As far as I’m aware, this convention is still in force today, though it’s hard to say with any certainty. Prior to 2007, the Ministerial Code and its predecessor, Questions of Procedure for Ministers, explicitly mentioned the need to seek the Queen’s permission for foreign travel.

This is taken from the 2005 edition of the Ministerial Code, which is the last one to explicitly reference the need to obtain the Queen’s permission for travel.

That language disappears from the 2007 Code onward, but that isn’t necessarily proof that the custom has ended. The nature of the Code itself has changed. It’s now more streamlined with a focus on information that’s relevant to all ministers. The section on ministerial travel is far more concise than it used to be, and language about seeking the Queen’s permission isn’t the only thing that has disappeared. Recent Codes don’t say anything about Cabinet ministers needing to seek the Prime Minister’s permission for foreign travel, yet that is still very much the case even today.[4]

This is the equivalent section of the 2007 Code. Subsequent editions use this more concise language.

It’s also not clear why the custom would have been abolished. Customs are abandoned from time to time, but there’s usually a practical reason for doing so. For example, King George VI abolished the practice of having the Home Secretary attend royal births once he realized that representatives of the Dominions would need to summoned as well, raising the prospect of seven government officials sitting outside the birthing room.[5] Requiring a civil servant to dash off a brief letter to the Palace seems unlikely to cause enough inconvenience that the Government would insist on abrogating the custom, and it’s hard to imagine the Palace pushing to end it either. So, in the absence of clear evidence to the contrary, it seems safe to assume that the convention remains in force today.       

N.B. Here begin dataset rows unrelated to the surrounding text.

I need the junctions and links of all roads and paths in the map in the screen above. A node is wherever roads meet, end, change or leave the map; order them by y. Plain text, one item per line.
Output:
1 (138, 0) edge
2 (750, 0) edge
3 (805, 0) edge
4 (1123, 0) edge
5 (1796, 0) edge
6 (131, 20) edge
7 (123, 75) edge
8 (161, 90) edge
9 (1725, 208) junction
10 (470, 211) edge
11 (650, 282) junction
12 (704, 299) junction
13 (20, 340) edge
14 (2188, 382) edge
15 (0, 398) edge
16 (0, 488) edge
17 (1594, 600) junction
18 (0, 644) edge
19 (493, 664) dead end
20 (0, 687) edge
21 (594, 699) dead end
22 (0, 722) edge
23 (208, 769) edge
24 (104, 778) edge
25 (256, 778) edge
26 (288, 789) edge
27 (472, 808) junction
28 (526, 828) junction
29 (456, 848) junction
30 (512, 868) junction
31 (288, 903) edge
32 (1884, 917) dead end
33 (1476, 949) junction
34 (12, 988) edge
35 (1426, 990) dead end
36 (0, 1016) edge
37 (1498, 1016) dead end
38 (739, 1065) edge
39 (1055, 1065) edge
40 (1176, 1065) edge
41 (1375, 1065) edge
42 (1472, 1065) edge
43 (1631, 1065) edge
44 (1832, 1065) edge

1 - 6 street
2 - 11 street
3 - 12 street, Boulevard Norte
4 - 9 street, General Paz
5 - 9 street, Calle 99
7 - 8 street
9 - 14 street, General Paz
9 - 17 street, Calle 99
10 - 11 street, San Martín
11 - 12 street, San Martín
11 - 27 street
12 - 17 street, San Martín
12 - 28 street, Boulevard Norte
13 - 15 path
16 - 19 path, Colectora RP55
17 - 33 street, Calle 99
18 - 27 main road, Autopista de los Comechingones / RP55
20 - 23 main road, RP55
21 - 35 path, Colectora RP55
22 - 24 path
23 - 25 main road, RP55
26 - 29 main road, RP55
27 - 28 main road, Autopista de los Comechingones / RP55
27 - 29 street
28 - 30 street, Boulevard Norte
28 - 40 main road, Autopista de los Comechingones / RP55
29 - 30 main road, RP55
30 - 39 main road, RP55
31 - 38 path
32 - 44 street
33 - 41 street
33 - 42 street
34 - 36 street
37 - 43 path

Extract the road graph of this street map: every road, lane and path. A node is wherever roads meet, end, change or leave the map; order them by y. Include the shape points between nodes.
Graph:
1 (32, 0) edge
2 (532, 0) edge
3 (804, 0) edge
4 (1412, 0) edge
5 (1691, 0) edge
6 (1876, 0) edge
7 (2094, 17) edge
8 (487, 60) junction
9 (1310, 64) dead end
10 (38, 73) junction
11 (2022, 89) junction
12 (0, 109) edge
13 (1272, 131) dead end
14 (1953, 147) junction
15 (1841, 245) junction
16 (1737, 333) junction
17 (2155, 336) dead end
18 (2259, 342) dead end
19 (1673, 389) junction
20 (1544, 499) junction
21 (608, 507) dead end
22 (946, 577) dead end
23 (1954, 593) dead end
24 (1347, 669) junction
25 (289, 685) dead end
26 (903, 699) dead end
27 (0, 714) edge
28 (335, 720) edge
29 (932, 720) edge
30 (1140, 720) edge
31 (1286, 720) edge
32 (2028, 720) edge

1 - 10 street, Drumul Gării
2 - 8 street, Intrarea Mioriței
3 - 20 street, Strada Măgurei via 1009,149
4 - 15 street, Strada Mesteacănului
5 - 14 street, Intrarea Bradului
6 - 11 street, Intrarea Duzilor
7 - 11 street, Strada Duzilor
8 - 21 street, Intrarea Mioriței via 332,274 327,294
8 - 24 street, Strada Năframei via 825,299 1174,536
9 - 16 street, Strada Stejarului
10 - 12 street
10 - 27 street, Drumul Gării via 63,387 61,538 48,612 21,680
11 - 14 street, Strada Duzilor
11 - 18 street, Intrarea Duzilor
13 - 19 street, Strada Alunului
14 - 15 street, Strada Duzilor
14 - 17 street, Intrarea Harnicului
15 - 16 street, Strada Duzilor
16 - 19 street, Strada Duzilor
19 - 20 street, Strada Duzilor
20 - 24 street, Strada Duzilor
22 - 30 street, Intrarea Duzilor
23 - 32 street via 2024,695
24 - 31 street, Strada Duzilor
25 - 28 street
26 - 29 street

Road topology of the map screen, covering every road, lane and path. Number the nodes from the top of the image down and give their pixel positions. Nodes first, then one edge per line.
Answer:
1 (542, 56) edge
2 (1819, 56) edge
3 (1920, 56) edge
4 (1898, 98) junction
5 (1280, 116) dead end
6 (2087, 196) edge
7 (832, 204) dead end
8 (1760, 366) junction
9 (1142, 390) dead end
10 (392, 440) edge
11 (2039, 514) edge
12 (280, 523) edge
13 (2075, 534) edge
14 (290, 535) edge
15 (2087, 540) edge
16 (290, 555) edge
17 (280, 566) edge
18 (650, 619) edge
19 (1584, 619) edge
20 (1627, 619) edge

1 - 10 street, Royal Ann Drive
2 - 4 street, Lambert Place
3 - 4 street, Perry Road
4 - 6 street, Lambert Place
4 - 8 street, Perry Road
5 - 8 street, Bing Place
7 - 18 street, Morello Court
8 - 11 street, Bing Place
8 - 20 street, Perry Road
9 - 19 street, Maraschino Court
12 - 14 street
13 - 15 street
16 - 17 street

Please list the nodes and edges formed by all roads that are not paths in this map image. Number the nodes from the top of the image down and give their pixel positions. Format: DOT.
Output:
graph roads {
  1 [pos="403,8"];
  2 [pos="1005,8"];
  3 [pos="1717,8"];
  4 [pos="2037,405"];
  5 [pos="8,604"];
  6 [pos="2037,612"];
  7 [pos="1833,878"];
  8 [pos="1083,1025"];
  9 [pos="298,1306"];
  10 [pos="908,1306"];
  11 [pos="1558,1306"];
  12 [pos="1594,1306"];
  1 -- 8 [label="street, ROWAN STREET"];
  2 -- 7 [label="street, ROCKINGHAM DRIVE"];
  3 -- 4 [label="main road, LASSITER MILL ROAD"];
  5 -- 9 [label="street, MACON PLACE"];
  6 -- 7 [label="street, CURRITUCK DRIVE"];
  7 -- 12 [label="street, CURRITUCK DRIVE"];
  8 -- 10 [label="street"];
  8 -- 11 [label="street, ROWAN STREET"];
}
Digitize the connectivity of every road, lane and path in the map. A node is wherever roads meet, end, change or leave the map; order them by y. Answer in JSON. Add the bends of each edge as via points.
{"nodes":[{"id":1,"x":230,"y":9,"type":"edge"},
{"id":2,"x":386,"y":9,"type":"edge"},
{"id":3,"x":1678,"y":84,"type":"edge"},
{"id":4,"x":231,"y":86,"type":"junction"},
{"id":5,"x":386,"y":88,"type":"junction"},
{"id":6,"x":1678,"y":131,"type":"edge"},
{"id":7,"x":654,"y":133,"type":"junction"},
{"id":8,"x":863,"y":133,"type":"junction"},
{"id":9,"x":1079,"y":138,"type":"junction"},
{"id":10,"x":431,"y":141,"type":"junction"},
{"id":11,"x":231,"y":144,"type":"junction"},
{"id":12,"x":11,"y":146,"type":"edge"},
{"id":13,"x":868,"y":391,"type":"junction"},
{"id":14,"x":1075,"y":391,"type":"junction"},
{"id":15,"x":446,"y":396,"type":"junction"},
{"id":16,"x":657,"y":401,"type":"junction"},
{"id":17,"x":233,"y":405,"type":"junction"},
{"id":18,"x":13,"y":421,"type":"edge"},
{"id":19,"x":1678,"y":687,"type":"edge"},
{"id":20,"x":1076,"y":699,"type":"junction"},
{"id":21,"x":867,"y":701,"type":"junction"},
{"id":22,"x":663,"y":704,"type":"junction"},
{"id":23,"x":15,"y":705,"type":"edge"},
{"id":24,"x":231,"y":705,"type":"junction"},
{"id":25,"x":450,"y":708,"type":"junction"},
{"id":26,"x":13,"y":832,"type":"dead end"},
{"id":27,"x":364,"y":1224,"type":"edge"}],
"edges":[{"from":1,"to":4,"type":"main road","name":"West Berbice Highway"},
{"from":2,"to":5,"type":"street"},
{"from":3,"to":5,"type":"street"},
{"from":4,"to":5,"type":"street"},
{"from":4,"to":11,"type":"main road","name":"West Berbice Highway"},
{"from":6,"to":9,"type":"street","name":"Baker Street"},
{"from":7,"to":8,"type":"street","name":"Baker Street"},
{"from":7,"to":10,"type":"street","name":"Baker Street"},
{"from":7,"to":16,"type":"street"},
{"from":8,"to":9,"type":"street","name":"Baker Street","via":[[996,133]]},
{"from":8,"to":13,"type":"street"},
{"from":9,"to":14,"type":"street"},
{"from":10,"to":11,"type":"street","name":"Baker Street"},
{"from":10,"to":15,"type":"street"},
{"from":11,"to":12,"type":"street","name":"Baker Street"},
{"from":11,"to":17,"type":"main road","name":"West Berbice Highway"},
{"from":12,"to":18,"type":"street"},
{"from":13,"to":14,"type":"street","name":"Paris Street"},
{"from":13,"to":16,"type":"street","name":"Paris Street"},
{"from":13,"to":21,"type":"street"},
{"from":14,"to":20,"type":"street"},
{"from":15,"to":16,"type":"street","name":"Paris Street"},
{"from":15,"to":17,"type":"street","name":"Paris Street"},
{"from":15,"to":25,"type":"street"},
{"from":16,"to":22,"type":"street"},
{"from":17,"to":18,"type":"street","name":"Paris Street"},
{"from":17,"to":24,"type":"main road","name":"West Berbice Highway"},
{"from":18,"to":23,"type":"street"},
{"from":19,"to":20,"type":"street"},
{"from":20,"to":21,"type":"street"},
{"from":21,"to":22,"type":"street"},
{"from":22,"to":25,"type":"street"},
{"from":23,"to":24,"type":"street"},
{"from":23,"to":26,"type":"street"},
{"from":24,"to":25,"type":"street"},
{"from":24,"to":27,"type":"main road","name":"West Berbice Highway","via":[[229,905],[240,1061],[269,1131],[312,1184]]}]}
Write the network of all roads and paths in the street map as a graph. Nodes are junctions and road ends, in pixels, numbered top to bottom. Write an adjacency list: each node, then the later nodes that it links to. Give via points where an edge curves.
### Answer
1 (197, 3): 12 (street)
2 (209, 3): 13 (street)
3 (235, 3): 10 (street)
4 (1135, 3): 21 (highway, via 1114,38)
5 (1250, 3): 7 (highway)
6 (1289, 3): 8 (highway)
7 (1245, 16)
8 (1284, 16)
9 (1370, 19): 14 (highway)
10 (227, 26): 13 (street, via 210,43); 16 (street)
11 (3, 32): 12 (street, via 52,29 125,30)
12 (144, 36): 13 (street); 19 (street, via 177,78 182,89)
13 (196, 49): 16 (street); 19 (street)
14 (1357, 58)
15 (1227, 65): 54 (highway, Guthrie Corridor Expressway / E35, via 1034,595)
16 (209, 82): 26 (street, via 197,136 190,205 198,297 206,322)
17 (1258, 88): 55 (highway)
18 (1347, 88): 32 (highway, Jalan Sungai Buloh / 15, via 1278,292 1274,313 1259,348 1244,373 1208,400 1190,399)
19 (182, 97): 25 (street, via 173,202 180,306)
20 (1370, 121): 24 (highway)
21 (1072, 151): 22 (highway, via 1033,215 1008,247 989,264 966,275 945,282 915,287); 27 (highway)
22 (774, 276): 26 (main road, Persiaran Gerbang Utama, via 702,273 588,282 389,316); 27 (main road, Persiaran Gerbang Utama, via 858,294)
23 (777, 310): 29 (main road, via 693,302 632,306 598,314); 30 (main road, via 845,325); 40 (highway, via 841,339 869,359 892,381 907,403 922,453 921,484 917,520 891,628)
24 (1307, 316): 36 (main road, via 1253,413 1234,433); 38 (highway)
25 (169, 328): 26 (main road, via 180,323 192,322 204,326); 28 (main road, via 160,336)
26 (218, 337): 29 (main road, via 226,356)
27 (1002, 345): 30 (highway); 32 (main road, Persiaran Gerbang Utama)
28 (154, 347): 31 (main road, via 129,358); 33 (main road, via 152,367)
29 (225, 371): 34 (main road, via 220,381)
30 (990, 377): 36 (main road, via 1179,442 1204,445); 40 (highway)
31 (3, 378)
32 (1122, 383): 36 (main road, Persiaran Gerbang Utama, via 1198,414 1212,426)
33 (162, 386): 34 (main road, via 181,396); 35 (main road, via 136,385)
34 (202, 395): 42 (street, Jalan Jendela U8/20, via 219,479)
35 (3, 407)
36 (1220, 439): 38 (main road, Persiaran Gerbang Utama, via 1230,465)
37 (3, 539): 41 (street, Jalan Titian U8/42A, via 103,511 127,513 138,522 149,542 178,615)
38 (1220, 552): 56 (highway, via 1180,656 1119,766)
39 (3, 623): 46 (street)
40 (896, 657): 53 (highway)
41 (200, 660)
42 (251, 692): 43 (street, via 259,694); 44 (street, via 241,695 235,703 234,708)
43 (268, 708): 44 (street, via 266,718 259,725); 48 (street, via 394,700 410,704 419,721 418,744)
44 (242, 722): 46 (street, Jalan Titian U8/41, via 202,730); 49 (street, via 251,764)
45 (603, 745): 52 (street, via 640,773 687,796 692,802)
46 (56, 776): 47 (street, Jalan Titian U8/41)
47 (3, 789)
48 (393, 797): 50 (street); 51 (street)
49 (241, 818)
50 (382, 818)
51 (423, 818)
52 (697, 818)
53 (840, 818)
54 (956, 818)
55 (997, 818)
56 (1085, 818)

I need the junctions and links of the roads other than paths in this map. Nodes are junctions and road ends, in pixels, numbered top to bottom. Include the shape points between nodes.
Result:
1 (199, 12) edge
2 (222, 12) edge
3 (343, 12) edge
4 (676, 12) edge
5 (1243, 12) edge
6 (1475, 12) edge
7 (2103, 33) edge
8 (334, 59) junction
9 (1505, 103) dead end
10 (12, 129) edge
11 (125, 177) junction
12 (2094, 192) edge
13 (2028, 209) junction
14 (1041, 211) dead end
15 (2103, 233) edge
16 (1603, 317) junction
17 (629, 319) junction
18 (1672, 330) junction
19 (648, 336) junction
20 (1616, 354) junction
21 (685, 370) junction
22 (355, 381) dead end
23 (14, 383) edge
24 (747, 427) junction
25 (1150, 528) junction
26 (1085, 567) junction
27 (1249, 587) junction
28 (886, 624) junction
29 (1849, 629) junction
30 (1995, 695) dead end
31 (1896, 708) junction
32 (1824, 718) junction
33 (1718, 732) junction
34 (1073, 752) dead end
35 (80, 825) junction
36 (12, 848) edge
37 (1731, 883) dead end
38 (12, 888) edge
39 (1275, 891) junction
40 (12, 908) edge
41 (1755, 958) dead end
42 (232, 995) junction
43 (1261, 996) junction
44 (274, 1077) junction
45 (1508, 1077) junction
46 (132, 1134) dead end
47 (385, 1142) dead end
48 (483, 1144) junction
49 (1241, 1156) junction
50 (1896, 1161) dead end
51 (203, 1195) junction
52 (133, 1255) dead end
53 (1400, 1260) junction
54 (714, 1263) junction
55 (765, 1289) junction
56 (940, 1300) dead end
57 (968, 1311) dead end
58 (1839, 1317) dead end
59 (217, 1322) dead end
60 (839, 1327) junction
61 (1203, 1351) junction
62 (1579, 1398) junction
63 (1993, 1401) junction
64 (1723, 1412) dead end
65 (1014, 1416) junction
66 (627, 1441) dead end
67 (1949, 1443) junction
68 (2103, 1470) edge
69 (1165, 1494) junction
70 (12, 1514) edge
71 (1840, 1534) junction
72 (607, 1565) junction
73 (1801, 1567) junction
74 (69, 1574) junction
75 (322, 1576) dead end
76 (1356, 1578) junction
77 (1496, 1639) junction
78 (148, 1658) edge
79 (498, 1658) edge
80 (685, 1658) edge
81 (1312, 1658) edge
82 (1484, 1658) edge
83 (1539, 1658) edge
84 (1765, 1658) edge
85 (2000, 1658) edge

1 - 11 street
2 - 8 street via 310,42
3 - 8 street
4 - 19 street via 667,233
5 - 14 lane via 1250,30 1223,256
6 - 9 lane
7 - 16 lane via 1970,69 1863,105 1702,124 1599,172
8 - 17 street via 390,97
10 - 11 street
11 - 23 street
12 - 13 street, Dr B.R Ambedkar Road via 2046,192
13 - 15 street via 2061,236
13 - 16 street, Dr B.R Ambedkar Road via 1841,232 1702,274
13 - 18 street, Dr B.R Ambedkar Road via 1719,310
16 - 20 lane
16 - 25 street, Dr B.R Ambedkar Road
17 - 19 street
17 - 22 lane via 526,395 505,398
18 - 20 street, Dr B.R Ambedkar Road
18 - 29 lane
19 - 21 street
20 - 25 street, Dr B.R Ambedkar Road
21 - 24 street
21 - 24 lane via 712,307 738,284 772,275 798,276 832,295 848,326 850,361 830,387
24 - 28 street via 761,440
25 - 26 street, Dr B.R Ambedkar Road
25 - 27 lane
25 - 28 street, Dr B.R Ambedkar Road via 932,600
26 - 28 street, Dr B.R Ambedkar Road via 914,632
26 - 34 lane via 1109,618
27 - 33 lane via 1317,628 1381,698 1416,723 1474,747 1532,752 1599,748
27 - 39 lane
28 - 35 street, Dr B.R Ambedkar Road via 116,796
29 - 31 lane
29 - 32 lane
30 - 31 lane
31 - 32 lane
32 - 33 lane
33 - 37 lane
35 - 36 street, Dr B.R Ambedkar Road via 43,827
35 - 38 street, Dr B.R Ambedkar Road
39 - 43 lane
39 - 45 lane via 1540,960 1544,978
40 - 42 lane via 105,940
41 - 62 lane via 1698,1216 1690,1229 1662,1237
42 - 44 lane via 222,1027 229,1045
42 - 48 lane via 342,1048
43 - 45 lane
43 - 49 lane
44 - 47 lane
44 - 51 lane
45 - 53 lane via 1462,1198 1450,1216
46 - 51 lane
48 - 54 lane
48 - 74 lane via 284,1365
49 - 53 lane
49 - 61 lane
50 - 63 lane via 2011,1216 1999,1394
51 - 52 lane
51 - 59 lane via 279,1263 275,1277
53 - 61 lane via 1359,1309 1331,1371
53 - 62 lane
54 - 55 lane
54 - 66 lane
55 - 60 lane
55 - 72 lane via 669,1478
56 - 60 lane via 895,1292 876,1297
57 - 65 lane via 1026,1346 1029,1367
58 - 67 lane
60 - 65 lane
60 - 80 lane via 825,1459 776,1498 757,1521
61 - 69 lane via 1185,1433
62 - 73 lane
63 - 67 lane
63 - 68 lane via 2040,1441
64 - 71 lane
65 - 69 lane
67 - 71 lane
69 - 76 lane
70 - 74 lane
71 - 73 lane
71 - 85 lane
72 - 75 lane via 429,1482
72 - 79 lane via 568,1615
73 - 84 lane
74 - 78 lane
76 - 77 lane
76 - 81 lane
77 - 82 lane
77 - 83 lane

[1] Junior ministers aren’t required to do this, however.

[2] Roy Jenkins, Gladstone: A Biography (New York: Random House Trade Paperbacks, 2002), 487.

[3] Rodney Brazier, Ministers of the Crown (Oxford: Clarendon Press, 1997), 101 n. 95.

[4] It might also be worth remembering that, if Major’s visit to America is any indication, responsibility for obtaining the Queen’s permission falls to ministers’ staff rather than ministers themselves. This could just be another routine thing that civil servants handle when arranging for ministerial travel.    

[5] Jane Dismore, Princess: The Early Life of Queen Elizabeth II, (Guilford: The Rowan & Littlefield Publishing Group, Inc., 2018), 245.